# Activity
What you return has to match the listing below line for line.

# Data to process
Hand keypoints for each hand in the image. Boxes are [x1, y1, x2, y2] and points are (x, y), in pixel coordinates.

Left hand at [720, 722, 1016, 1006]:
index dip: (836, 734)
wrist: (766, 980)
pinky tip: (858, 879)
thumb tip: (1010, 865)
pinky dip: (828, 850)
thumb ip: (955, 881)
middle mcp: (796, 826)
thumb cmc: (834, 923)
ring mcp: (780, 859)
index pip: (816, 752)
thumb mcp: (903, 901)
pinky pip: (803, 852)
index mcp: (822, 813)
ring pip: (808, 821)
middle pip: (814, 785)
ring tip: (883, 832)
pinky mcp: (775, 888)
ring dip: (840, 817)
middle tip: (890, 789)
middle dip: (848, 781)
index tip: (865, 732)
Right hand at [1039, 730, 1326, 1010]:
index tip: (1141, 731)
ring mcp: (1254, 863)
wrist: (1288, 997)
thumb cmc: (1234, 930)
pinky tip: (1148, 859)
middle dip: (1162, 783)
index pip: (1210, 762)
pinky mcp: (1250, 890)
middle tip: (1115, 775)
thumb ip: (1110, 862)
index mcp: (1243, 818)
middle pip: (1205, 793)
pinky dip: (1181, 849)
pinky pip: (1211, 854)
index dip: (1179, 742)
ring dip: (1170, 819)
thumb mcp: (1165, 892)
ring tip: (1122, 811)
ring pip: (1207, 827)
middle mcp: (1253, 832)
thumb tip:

# Task output
Hand keypoints for each hand in the image. Boxes are [x1, y1, x2, y2] and points are (x, y), in pixel coordinates.

Left hand at [720, 722, 1016, 1006]:
index dip: (836, 734)
wrist: (766, 980)
pinky tip: (858, 879)
thumb tip: (1010, 865)
pinky dip: (828, 850)
thumb ip: (955, 881)
middle mcp: (796, 826)
thumb cmc: (834, 923)
ring mcp: (780, 859)
index pip: (816, 752)
thumb mcp: (903, 901)
pinky pip: (803, 852)
index mcp: (822, 813)
ring pip: (808, 821)
middle pip: (814, 785)
ring tip: (883, 832)
pinky mcp: (775, 888)
ring dip: (840, 817)
middle tip: (890, 789)
middle dip: (848, 781)
index tip: (865, 732)
Right hand at [1039, 730, 1326, 1010]:
index tip: (1141, 731)
ring mcp: (1254, 863)
wrist: (1288, 997)
thumb cmc: (1234, 930)
pinky tip: (1148, 859)
middle dip: (1162, 783)
index pip: (1210, 762)
pinky mcp: (1250, 890)
middle tip: (1115, 775)
thumb ip: (1110, 862)
index mcp: (1243, 818)
middle pip: (1205, 793)
pinky dip: (1181, 849)
pinky pip: (1211, 854)
index dip: (1179, 742)
ring dip: (1170, 819)
thumb mcp: (1165, 892)
ring tip: (1122, 811)
ring pip: (1207, 827)
middle mcp: (1253, 832)
thumb tip:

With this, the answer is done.